REQUIREMENT |
Within the material below, find each line bearing the word "joint" and present it.

MATERIAL PROVIDED |

□ □ □ □

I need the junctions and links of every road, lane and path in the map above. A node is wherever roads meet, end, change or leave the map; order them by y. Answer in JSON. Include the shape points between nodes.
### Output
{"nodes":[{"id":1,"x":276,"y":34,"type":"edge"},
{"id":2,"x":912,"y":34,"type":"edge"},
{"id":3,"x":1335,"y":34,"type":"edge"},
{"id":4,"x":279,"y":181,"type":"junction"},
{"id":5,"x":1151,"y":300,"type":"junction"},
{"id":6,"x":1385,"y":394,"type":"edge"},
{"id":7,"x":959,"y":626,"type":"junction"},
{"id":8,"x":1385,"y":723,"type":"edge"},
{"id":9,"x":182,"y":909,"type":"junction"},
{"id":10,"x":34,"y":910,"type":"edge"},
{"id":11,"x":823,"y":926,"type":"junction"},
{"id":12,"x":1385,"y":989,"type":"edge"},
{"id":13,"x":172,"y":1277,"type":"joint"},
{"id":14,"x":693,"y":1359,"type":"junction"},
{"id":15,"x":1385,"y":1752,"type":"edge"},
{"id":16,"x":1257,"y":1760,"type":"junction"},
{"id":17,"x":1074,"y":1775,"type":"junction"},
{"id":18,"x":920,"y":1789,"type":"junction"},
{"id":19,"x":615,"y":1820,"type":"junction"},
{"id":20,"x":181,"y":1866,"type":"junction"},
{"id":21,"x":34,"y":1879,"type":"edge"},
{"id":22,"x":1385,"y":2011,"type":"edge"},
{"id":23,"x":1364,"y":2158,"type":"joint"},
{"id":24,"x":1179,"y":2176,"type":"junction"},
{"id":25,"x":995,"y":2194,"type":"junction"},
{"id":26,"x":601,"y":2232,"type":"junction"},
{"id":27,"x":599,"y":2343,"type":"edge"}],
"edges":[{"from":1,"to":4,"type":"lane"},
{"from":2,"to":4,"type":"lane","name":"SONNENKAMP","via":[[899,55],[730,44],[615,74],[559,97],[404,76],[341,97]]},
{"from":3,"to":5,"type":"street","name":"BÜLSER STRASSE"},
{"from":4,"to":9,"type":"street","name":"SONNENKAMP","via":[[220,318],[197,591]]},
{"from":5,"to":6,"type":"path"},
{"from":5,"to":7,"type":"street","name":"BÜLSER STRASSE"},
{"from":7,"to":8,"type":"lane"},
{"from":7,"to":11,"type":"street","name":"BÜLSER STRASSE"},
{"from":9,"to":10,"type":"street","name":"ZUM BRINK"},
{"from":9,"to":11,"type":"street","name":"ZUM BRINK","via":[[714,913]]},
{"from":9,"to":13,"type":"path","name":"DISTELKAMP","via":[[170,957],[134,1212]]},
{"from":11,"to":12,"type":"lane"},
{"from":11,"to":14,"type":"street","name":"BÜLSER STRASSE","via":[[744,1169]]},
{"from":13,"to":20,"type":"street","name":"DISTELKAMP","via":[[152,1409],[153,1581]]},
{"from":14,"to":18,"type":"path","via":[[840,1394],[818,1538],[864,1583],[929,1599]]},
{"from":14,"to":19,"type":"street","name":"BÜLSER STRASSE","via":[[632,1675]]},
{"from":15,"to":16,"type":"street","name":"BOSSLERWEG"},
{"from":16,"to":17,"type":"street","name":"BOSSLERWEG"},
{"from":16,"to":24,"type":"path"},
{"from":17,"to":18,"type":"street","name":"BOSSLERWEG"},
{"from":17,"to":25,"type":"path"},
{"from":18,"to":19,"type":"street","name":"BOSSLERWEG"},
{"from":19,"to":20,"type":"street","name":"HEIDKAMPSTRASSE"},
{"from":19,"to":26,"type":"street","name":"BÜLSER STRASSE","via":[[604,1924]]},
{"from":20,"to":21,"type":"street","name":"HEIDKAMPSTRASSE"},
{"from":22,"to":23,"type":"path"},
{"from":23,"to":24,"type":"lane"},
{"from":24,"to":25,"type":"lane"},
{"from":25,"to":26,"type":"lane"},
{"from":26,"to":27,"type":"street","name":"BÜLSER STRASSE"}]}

□ □ □ □

ANSWER SECTION |
{"id":13,"x":172,"y":1277,"type":"joint"},
{"id":23,"x":1364,"y":2158,"type":"joint"},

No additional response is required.